#### AIM OF THE TASK:
Once you find a line containing the word "lane" in the entries below, copy it.

········

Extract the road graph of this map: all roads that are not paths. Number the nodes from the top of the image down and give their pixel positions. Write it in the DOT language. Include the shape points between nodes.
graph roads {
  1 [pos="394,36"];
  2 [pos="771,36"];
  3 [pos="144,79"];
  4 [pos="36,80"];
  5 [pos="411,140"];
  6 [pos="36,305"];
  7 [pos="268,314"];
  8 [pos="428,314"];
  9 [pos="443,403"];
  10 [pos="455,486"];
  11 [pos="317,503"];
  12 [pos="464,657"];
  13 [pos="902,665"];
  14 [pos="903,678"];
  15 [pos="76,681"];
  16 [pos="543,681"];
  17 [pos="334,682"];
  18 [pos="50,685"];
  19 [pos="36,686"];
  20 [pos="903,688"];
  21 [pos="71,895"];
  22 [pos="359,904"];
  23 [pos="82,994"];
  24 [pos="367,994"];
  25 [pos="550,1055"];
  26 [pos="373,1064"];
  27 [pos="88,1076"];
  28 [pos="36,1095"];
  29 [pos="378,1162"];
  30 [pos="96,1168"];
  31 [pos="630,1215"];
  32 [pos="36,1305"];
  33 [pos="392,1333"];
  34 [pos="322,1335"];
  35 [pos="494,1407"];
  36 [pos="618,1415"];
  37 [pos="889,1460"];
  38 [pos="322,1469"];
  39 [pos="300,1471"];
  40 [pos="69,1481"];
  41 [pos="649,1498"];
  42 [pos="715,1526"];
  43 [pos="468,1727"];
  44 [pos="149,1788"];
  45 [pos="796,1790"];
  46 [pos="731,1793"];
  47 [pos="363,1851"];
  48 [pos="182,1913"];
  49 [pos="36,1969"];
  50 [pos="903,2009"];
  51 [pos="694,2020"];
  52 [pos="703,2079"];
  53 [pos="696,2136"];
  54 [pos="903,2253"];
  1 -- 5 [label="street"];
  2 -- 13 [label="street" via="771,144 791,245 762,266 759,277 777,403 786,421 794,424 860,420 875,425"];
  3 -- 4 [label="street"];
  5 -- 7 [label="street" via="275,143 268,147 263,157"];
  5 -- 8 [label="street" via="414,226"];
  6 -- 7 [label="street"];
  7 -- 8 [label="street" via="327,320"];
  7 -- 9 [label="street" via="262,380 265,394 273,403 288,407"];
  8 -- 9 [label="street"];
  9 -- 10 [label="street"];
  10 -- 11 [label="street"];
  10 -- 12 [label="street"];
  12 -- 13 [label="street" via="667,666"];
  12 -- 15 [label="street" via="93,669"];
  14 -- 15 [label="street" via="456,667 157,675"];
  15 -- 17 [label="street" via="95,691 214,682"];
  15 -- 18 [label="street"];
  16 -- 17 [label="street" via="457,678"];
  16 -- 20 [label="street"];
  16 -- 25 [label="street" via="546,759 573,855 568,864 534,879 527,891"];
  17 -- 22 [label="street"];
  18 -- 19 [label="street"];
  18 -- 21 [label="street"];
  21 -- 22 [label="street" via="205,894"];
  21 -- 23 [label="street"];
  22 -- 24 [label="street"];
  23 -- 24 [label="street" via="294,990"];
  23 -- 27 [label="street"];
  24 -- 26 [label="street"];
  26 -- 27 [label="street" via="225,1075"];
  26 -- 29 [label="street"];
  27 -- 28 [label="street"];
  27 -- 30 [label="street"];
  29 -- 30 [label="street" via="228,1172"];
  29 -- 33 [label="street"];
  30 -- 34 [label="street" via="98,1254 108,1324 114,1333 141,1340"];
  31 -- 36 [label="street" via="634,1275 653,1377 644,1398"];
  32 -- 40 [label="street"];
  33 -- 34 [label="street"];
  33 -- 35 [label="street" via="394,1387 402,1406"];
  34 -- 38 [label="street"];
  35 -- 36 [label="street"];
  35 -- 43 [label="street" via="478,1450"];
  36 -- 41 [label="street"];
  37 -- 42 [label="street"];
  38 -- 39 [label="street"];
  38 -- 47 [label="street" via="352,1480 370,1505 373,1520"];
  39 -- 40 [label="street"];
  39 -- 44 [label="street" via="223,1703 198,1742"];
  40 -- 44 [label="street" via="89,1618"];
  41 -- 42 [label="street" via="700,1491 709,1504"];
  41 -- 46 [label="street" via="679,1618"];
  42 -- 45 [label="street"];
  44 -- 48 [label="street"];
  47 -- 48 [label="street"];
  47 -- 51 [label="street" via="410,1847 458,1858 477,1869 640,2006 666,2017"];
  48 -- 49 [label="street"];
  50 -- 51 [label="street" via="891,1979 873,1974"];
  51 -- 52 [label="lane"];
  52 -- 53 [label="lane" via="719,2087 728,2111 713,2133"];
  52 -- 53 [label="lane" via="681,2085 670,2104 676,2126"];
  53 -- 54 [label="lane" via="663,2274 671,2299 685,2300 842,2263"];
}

········

#### SOLUTION:
  51 -- 52 [label="lane"];
  52 -- 53 [label="lane" via="719,2087 728,2111 713,2133"];
  52 -- 53 [label="lane" via="681,2085 670,2104 676,2126"];
  53 -- 54 [label="lane" via="663,2274 671,2299 685,2300 842,2263"];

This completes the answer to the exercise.